Court Opinion

ID: 7655006
Source: CourtListenerOpinion
Date Created: 2022-07-30 00:38:15.454814+00
Date Added: 2024-06-11T16:25:41.440422
License: Public Domain

Dea Derick, J.,
delivered the opinion of the Court.
The presentment in this case was quashed in the Circuit Court of Madison county. It charges “that one Stephen Irvine, late of said county, grocer, on the 26th day of March, 1870, on election day, with force and arms, in the county aforesaid, did then and there, willfully and unlawfully, sell, give, vend and retail, spirituous, vinous and fermented liquors, to one Theodorick Webb, near the election ground, in the City of Jackson,” &c.
The objections taken to the presentment are:
1. That it is bad, because it charges at least two distinct offenses in the same count.
2. That it does not aver that any election was held upon “election day.”
The statute provides, “that no liquor shop in this State shall be kept open on election days, nor shall any person, on said days, give or sell intoxicating liquors to any person, at or near an election ground:” Acts of 1869-70, p. 24.
*157The object of the law is, to prevent the use of liquor upon, “election day; and if given or sold on that day, at or near the election ground, that object would be defeated.
In the case of The State v. Jopling, 10 Hum., 419, where the presentment charged in a single count, that the overseer neglected to mile mark, and put up pointers at the forks of the road, the Court say: “We see no reason why there should be two presentments [counts] in such a case.”

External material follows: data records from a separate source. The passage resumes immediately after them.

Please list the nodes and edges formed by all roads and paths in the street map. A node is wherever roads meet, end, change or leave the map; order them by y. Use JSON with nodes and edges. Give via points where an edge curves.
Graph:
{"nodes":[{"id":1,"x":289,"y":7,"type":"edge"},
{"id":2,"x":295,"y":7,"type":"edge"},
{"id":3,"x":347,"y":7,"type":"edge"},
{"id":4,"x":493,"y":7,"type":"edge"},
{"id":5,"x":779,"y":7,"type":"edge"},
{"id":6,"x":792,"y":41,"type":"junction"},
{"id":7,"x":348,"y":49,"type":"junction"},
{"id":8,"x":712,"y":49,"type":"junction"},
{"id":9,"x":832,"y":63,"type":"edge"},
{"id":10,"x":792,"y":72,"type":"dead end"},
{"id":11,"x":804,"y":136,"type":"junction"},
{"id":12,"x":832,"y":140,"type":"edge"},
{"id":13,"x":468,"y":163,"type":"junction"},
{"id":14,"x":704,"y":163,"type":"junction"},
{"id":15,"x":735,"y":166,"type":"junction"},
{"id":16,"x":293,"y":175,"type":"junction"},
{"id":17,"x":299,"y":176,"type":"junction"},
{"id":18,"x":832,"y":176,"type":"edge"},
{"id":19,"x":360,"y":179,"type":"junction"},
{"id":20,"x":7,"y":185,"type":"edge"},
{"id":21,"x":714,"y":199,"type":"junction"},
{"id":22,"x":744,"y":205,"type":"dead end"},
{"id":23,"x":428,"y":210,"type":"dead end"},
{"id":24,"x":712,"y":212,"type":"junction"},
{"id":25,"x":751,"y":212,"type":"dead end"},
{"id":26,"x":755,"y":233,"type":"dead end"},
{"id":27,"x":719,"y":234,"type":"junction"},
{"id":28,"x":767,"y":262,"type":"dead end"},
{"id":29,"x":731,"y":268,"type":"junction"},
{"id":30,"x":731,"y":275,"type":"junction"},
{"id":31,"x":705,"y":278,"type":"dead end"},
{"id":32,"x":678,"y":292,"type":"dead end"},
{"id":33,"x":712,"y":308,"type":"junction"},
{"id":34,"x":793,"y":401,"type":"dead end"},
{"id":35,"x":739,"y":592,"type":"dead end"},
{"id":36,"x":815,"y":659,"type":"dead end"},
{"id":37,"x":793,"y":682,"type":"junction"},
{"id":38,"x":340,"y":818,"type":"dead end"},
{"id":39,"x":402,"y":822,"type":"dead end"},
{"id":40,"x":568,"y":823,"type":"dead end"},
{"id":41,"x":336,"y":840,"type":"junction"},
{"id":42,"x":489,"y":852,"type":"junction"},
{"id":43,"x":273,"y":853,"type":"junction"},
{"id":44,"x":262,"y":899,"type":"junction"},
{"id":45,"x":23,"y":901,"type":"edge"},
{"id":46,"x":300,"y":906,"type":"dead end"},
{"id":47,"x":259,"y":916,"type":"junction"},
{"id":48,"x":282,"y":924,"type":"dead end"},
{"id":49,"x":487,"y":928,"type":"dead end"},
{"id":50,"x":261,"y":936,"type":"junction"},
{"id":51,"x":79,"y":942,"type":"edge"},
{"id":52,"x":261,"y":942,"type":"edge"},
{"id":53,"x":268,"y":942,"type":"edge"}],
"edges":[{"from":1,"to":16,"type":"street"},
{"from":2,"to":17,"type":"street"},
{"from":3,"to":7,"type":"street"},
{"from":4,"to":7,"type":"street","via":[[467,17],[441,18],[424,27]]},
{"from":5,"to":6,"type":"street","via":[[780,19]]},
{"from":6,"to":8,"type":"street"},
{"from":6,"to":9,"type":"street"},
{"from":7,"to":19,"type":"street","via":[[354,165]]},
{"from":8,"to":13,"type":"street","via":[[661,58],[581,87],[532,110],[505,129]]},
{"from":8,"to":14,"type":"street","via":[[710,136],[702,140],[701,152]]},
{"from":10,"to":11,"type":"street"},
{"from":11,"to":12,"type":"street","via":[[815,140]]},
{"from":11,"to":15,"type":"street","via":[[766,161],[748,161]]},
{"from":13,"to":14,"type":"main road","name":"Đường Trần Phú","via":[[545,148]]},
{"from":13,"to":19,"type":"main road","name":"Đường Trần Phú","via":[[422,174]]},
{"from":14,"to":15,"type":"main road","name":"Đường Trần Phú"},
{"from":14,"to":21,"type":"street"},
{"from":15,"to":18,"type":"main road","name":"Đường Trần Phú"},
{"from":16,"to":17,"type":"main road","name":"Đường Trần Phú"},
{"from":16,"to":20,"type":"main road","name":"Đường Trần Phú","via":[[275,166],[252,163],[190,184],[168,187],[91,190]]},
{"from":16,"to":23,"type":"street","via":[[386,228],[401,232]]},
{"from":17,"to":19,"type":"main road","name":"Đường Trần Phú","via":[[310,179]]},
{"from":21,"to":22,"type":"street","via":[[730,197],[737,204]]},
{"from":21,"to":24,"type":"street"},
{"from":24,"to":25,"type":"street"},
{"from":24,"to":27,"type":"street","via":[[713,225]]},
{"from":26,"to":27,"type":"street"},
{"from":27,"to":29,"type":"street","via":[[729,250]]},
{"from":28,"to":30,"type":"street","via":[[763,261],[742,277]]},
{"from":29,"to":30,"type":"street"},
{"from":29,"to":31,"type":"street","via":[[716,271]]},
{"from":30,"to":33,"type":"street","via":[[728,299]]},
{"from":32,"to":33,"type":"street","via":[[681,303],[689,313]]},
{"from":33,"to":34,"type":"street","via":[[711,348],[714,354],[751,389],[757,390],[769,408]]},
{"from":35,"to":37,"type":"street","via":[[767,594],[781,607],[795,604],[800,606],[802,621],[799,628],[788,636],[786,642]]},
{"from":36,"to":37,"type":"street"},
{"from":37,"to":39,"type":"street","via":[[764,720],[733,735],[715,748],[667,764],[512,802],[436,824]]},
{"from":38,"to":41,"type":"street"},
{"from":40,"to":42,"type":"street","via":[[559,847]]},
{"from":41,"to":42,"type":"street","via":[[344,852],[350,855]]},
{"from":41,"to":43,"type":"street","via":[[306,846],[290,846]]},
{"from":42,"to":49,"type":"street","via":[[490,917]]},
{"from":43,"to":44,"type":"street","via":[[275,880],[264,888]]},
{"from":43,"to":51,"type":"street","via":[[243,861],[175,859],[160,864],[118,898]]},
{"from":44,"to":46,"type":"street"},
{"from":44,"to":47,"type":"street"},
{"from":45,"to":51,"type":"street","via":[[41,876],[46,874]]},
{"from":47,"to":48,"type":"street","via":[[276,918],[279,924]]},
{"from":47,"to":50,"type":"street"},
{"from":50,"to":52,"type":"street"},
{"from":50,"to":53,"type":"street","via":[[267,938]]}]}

The presentment was quashed below, and upon appeal in error to this Court, the judgment was reversed, and the cause remanded for further proceedings.
The reasons assigned in that case, why both offenses might be charged in the same count, v^ere, that the duties were prescribed by the same Act; were of the same character; and failure to perform them was punishable by the same penalty.
The ease in 4 Hum., 25, is not in conflict with the principles settled in this case; but the reason, in that case, why the two cases could not be joined together in the same count, was, that the punishment provided by the statute was different- — in the one case being limited to $5, and in the other to $50.
The offenses of selling and giving away liquor, are created by the act of December 9, 1869, and are of the same character, and punishable alike, and both offenses tend to produce the same evils, which it is the object of the statute to prevent.
On the other hand, it has been held by this Court, in a case of felony, that where two distinct offenses *158were charged in the alternative, in the same count, the indictment was bad: 4 Cold., 183.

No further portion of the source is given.